Tuesday, February 7, 2012

The subway violinist

I always loved stories since I was a kid. Even to this day I will spend countless hours listening to my grandma and my aunt, both almost a century old, tell me stories from other simpler times. The next story I found, is a true story and shows that although we are supposedly civilized and advanced we can't appreciate art if it hit us in the head. This is because all the art that critics appreciate is under context. 

Would anyone take Picasso's art seriously if it was not decided (after his death) that they are masterpieces by some "knowledgeable critics". Don't get me wrong I am not saying Picasso wasn't painting masterpieces. I only say that we can't appreciate it unless someone else tells us that this is art. Everyone appreciates art differently and the next story shows that we are hardly out of the jungle as a species. Personally I think we are as dumb as rocks and history is my best witness but anyway here goes:

The Subway Violinist

A man sat at a metro station in Washington DC and started to play the violin; it was a cold January morning. He played six Bach pieces for about 45 minutes. During that time, since it was rush hour, it was calculated that thousands of people went through the station, most of them on their way to work.

Three minutes went by and a middle aged man noticed there was musician playing. He slowed his pace and stopped for a few seconds and then hurried up to meet his schedule.

A minute later, the violinist received his first dollar tip: a woman threw the money in the till and without stopping continued to walk.

A few minutes later, someone leaned against the wall to listen to him, but the man looked at his watch and started to walk again. Clearly he was late for work.

The one who paid the most attention was a 3 year old boy. His mother tagged him along, hurried but the kid stopped to look at the violinist.

Finally the mother pushed hard and the child continued to walk turning his head all the time. This action was repeated by several other children. All the parents, without exception, forced them to move on.

In the 45 minutes the musician played, only 6 people stopped and stayed for a while. About 20 gave him money but continued to walk their normal pace. He collected $32. When he finished playing and silence took over, no one noticed it. No one applauded, nor was there any recognition.

No one knew this but the violinist was Joshua Bell, one of the top musicians in the world. He played one of the most intricate pieces ever written,with a violin worth 3.5 million dollars.

Two days before his playing in the subway, Joshua Bell sold out at a theater in Boston and the seats average $100.

This is a real story.
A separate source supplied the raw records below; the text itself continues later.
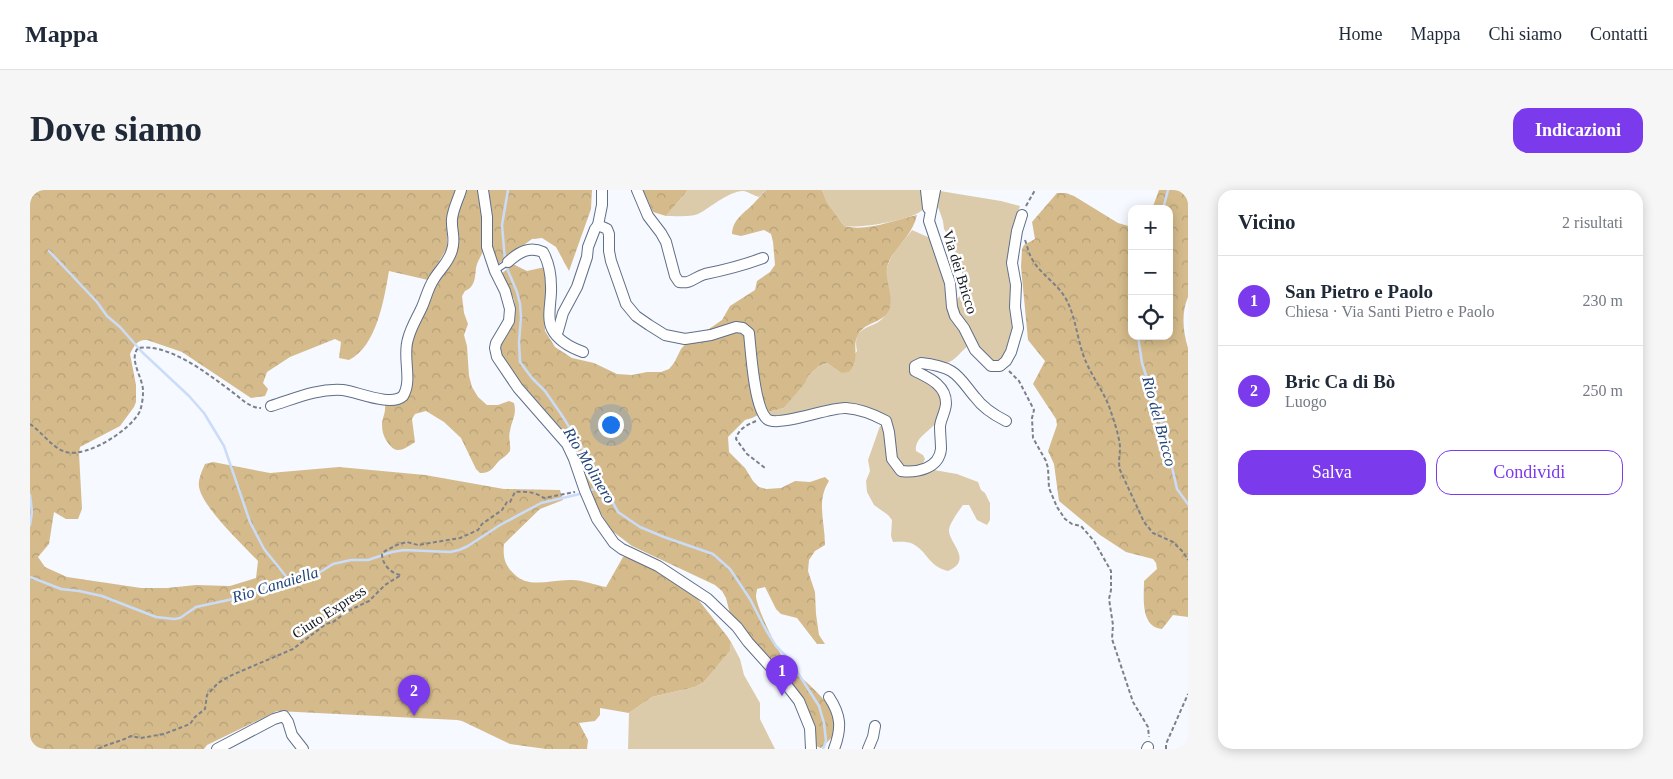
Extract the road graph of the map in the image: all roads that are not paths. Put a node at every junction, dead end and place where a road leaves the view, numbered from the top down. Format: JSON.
{"nodes":[{"id":1,"x":462,"y":190,"type":"edge"},
{"id":2,"x":483,"y":190,"type":"edge"},
{"id":3,"x":602,"y":190,"type":"edge"},
{"id":4,"x":637,"y":190,"type":"edge"},
{"id":5,"x":926,"y":190,"type":"edge"},
{"id":6,"x":935,"y":190,"type":"edge"},
{"id":7,"x":1022,"y":215,"type":"road end"},
{"id":8,"x":929,"y":221,"type":"junction"},
{"id":9,"x":598,"y":225,"type":"junction"},
{"id":10,"x":764,"y":258,"type":"dead end"},
{"id":11,"x":502,"y":267,"type":"junction"},
{"id":12,"x":555,"y":334,"type":"junction"},
{"id":13,"x":583,"y":352,"type":"dead end"},
{"id":14,"x":271,"y":406,"type":"road end"},
{"id":15,"x":1006,"y":421,"type":"dead end"},
{"id":16,"x":829,"y":697,"type":"dead end"},
{"id":17,"x":875,"y":726,"type":"dead end"},
{"id":18,"x":217,"y":749,"type":"edge"},
{"id":19,"x":303,"y":749,"type":"edge"},
{"id":20,"x":811,"y":749,"type":"edge"},
{"id":21,"x":834,"y":749,"type":"edge"},
{"id":22,"x":868,"y":749,"type":"edge"}],
"edges":[{"from":1,"to":14,"type":"street"},
{"from":2,"to":11,"type":"street"},
{"from":3,"to":9,"type":"street"},
{"from":4,"to":10,"type":"street"},
{"from":5,"to":8,"type":"street"},
{"from":6,"to":8,"type":"street","name":"Via dei Bricco"},
{"from":7,"to":8,"type":"street","name":"Via dei Bricco"},
{"from":9,"to":12,"type":"street"},
{"from":9,"to":15,"type":"street"},
{"from":11,"to":12,"type":"street"},
{"from":11,"to":20,"type":"street"},
{"from":12,"to":13,"type":"street"},
{"from":16,"to":21,"type":"street"},
{"from":17,"to":22,"type":"street"},
{"from":18,"to":19,"type":"street"}]}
Joshua Bell playing incognito in the metro station

was organized by the Washington Post as part of a social experiment about perception, taste and priorities of people. The outlines were: in a commonplace environment at an inappropriate hour: Do we perceive beauty?

Do we stop to appreciate it? Do we recognize the talent in an unexpected context?
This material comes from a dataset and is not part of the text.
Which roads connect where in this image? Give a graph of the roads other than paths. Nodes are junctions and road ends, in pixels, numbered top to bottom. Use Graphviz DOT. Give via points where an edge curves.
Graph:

One of the possible conclusions from this experience could be: If we do not have a moment to stop and listen to one of the best musicians in the world playing the best music ever written, how many other things are we missing?
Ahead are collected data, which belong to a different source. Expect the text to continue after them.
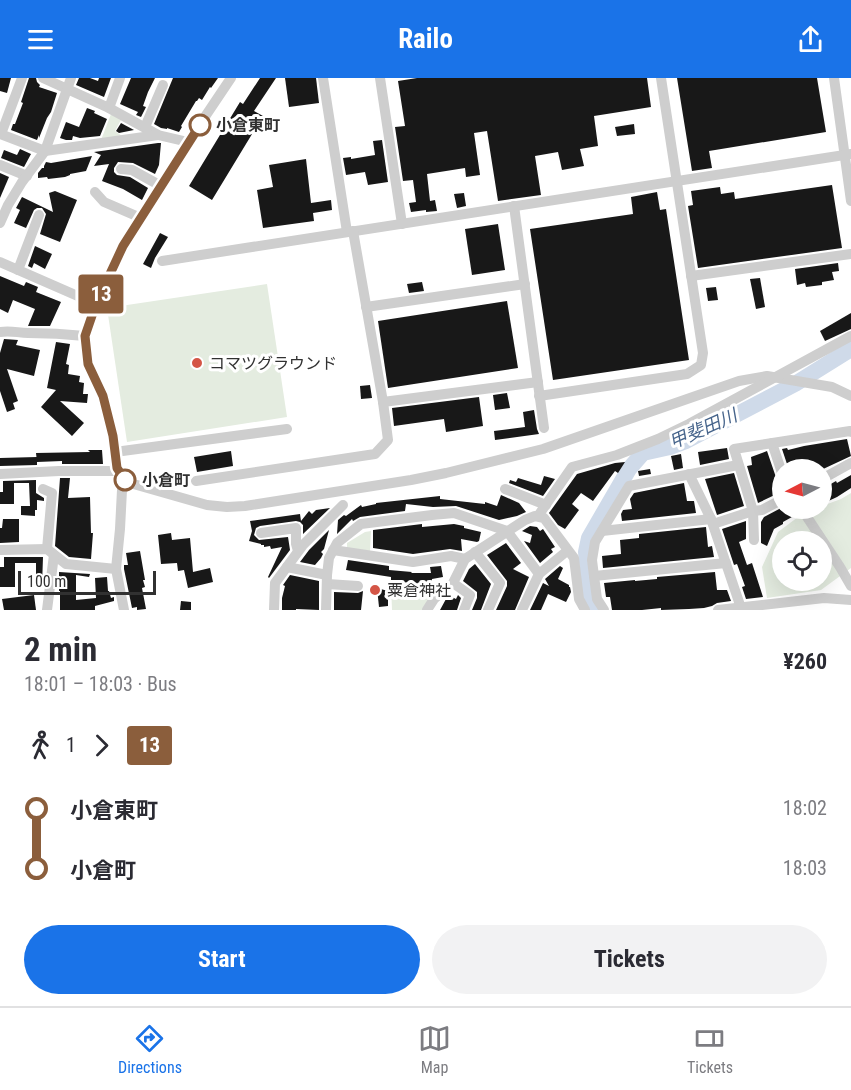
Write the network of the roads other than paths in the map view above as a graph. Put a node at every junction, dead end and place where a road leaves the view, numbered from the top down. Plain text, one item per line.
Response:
1 (22, 78) edge
2 (43, 78) edge
3 (120, 78) edge
4 (231, 78) edge
5 (323, 78) edge
6 (380, 78) edge
7 (661, 78) edge
8 (834, 78) edge
9 (69, 83) edge
10 (164, 85) dead end
11 (109, 108) junction
12 (145, 128) junction
13 (1, 134) edge
14 (158, 135) junction
15 (188, 142) junction
16 (45, 151) junction
17 (848, 154) edge
18 (0, 165) edge
19 (121, 169) dead end
20 (27, 176) junction
21 (676, 181) junction
22 (161, 186) junction
23 (95, 193) dead end
24 (851, 201) edge
25 (4, 204) edge
26 (514, 206) junction
27 (39, 215) dead end
28 (141, 218) junction
29 (0, 223) edge
30 (402, 224) junction
31 (350, 232) junction
32 (851, 254) edge
33 (162, 261) dead end
34 (0, 262) edge
35 (18, 270) junction
36 (691, 276) junction
37 (525, 284) junction
38 (96, 304) junction
39 (366, 307) junction
40 (0, 332) edge
41 (85, 336) junction
42 (851, 336) edge
43 (775, 378) junction
44 (538, 382) junction
45 (540, 396) junction
46 (851, 396) edge
47 (383, 402) junction
48 (544, 428) dead end
49 (287, 429) dead end
50 (851, 432) edge
51 (772, 443) junction
52 (115, 452) junction
53 (777, 459) edge
54 (851, 463) edge
55 (738, 465) junction
56 (832, 473) edge
57 (0, 474) edge
58 (690, 474) junction
59 (122, 476) junction
60 (196, 481) dead end
61 (43, 489) dead end
62 (505, 489) dead end
63 (344, 505) dead end
64 (546, 505) junction
65 (772, 505) edge
66 (753, 511) junction
67 (538, 516) junction
68 (808, 519) edge
69 (712, 521) junction
70 (507, 531) junction
71 (602, 531) junction
72 (261, 533) dead end
73 (754, 540) dead end
74 (0, 550) edge
75 (333, 550) junction
76 (298, 551) junction
77 (567, 551) junction
78 (50, 552) junction
79 (475, 552) junction
80 (465, 559) junction
81 (726, 563) junction
82 (287, 567) junction
83 (116, 569) junction
84 (539, 574) junction
85 (594, 576) junction
86 (327, 580) junction
87 (453, 584) junction
88 (358, 586) dead end
89 (851, 586) edge
90 (851, 600) edge
91 (576, 605) edge
92 (783, 607) edge
93 (741, 608) junction
94 (47, 610) edge
95 (124, 610) edge
96 (274, 610) edge
97 (326, 610) edge
98 (427, 610) edge
99 (464, 610) edge
100 (488, 610) edge
101 (522, 610) edge
102 (585, 610) edge
103 (604, 610) edge
104 (718, 610) edge

1 - 13 street
2 - 9 street
3 - 11 street
4 - 15 street
5 - 31 street
6 - 30 street
7 - 21 street
8 - 17 street
9 - 11 street
9 - 16 street
10 - 12 street
11 - 12 street
12 - 14 street
13 - 16 street
14 - 15 street
14 - 16 street
15 - 22 street
16 - 20 street
17 - 21 street
17 - 24 street
18 - 20 street
19 - 22 street
20 - 25 street
21 - 26 street
21 - 36 street
22 - 28 street
23 - 28 street
25 - 29 street
26 - 30 street
26 - 37 street
27 - 35 street
28 - 38 street
30 - 31 street
31 - 33 street
31 - 39 street
32 - 36 street
34 - 35 street
35 - 38 street
36 - 45 street
37 - 39 street
37 - 44 street
38 - 41 street
39 - 47 street
40 - 41 street
41 - 52 street
42 - 43 street
43 - 46 street
43 - 59 street
43 - 64 street
44 - 45 street
44 - 47 street
45 - 48 street
47 - 60 street
49 - 52 street
50 - 51 street
51 - 53 street
51 - 55 street
52 - 59 street
54 - 56 street
55 - 58 street
55 - 66 street
57 - 59 street
58 - 69 street
58 - 71 street
59 - 83 street
61 - 78 street
62 - 64 street
63 - 76 street
64 - 67 street
65 - 66 street
66 - 69 street
66 - 73 street
67 - 70 street
67 - 77 street
68 - 89 street
69 - 71 street
69 - 81 street
70 - 75 street
70 - 79 street
70 - 84 street
71 - 85 street
72 - 76 street
74 - 78 street
75 - 80 street
75 - 86 street
76 - 82 street
77 - 84 street
77 - 91 street
78 - 83 street
78 - 94 street
79 - 80 street
79 - 100 street
80 - 87 street
81 - 85 street
81 - 93 street
82 - 86 street
82 - 96 street
83 - 95 street
84 - 101 street
85 - 103 street
86 - 88 street
86 - 97 street
87 - 98 street
87 - 99 street
90 - 92 street
91 - 102 street
92 - 93 street
93 - 104 street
I hope you enjoyed his music a bit more than the people in the subway. It's funny how many people say big things like "Carpe Diem" and they spend their day in the couch watching TV or playing video games all day long. You live 27.000 day if you are lucky enough. Every day you spend without bettering yourself or actually living is a day wasted. I know this is a bit different than my usual posts but I think it is good food for thought.